### TO DO
Search the records below for the word "dead" and show every line where it occurs.

### PROVIDED RECORDS
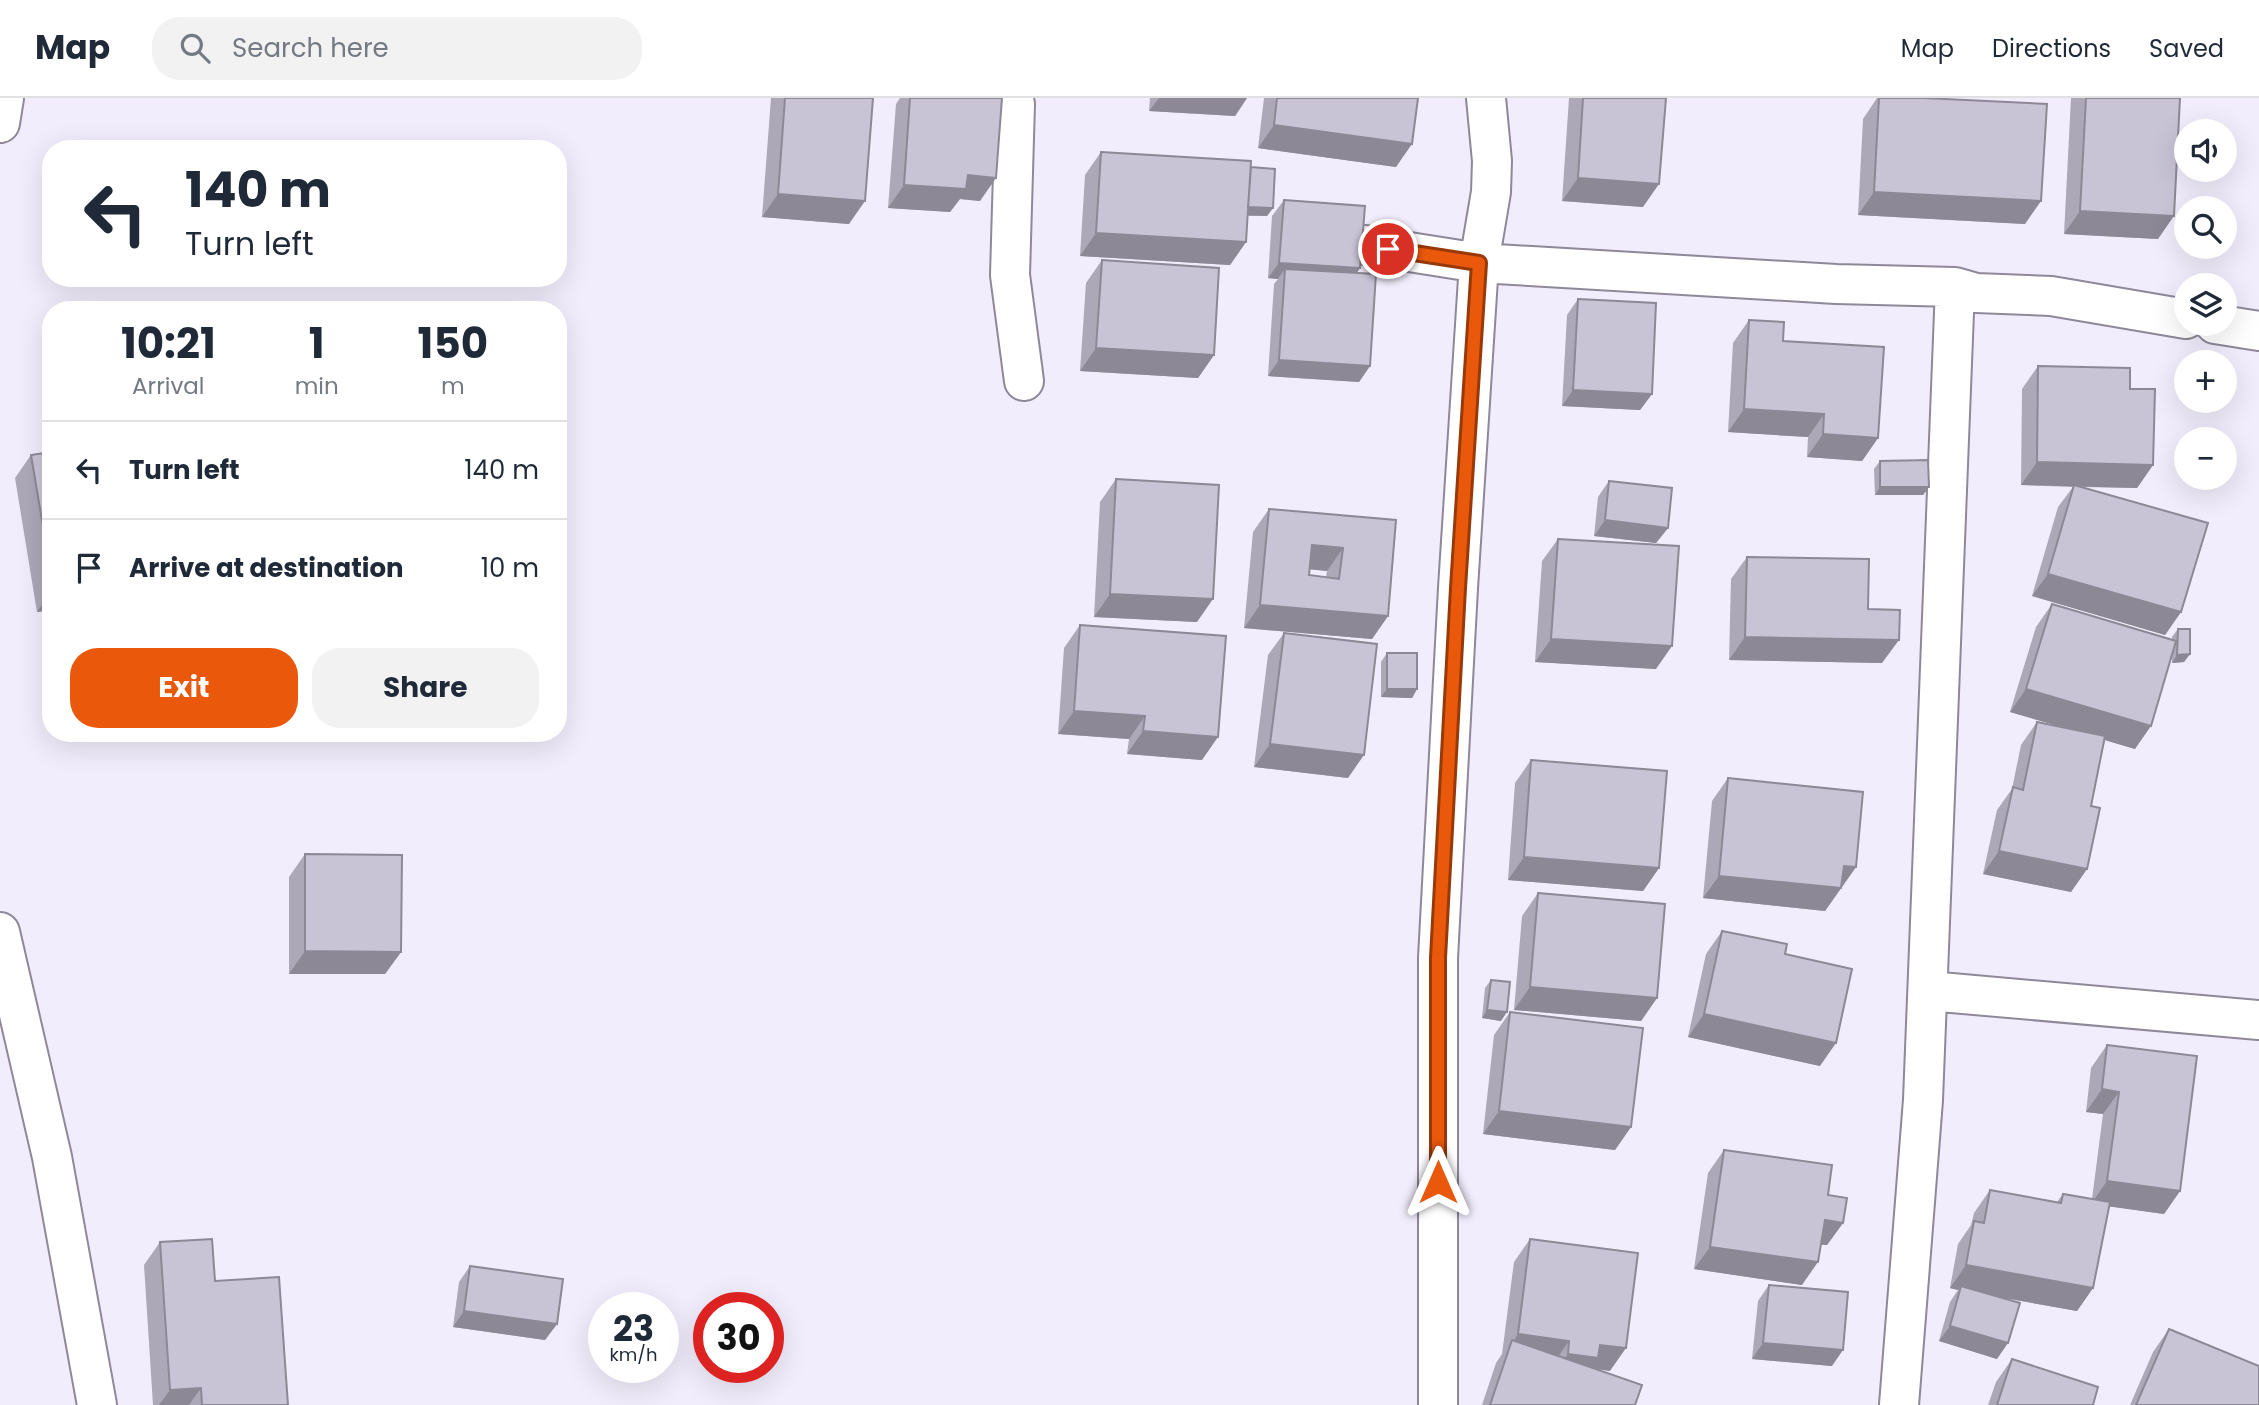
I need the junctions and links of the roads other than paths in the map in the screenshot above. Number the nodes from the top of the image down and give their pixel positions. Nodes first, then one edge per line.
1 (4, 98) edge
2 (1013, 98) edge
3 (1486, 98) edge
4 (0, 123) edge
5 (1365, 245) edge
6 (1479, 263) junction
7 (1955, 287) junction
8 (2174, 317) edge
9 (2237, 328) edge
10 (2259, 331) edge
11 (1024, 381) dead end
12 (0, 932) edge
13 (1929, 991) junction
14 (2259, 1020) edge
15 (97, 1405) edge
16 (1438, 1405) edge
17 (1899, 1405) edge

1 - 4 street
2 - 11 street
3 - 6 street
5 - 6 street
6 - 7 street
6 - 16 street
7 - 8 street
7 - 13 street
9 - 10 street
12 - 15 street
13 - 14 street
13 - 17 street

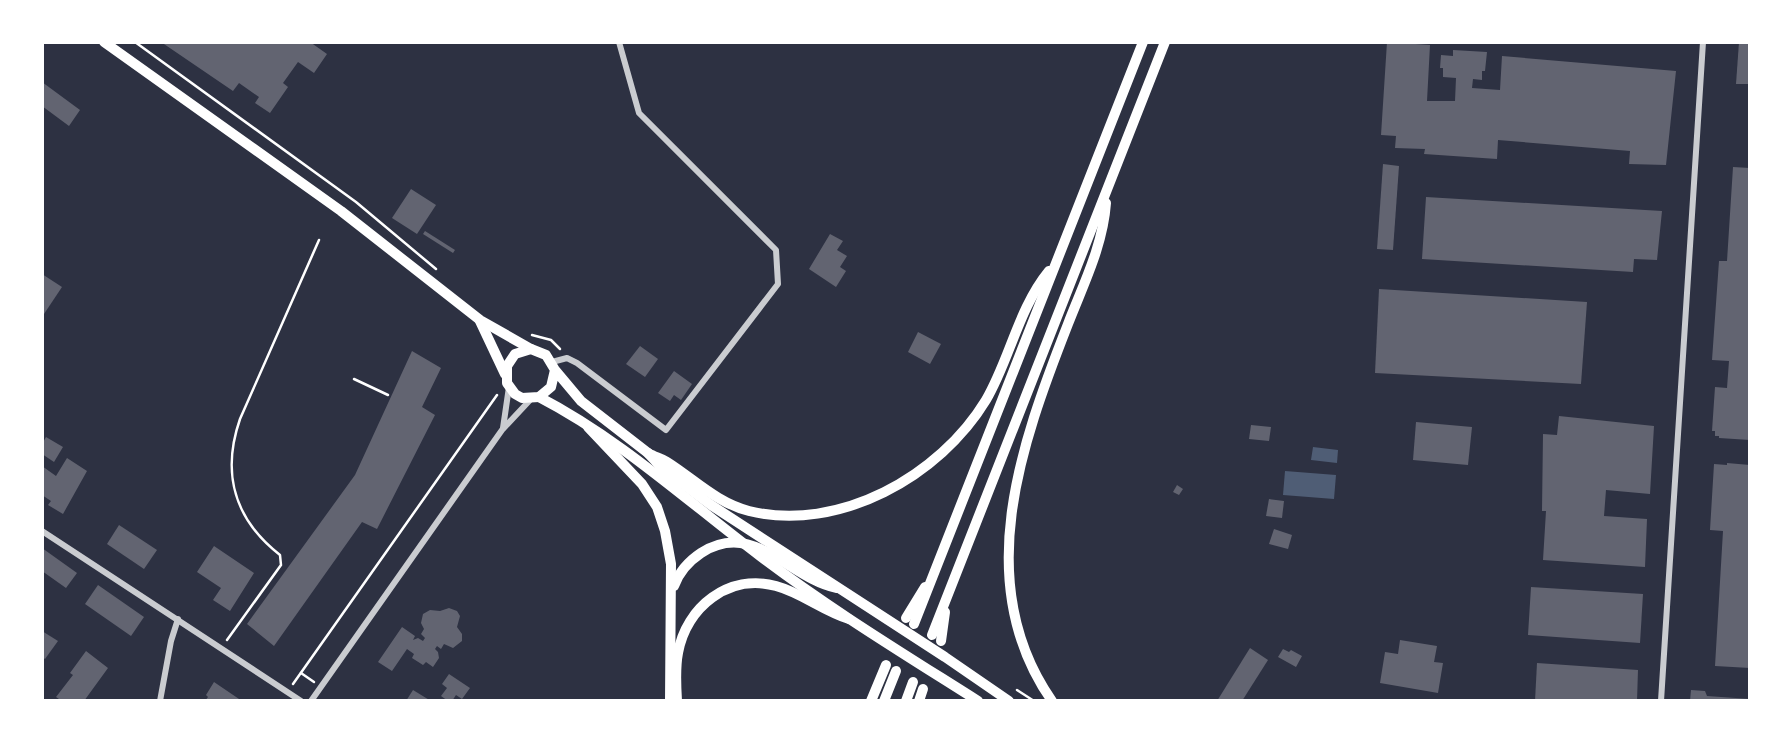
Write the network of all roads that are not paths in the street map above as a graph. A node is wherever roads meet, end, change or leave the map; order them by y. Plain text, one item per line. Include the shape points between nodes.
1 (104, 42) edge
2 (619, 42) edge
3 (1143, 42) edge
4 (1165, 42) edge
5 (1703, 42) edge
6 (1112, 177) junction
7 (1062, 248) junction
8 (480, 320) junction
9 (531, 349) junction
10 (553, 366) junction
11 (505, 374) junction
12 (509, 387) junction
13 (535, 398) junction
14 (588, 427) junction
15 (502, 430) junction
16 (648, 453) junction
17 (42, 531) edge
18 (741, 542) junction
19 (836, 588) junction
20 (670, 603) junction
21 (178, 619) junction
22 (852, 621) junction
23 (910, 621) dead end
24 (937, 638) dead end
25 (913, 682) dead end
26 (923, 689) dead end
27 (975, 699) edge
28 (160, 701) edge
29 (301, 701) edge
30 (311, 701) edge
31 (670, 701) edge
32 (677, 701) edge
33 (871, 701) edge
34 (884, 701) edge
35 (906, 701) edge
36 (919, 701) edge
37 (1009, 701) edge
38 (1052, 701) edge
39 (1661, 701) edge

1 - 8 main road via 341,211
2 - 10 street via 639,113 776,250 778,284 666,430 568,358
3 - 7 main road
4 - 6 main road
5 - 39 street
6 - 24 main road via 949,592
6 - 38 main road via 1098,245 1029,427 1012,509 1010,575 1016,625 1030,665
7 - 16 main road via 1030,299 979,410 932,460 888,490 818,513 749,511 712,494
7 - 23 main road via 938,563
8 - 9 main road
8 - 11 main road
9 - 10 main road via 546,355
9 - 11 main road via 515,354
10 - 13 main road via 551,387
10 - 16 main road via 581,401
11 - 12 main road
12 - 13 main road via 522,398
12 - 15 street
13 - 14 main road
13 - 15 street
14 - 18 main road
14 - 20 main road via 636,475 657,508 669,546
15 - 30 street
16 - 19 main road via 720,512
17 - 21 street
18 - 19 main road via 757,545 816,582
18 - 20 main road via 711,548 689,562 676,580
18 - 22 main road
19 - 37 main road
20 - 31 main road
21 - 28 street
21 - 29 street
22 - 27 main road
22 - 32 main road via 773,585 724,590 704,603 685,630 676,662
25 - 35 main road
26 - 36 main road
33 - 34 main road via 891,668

### WRITTEN RESPONSE
11 (1024, 381) dead end
23 (910, 621) dead end
24 (937, 638) dead end
25 (913, 682) dead end
26 (923, 689) dead end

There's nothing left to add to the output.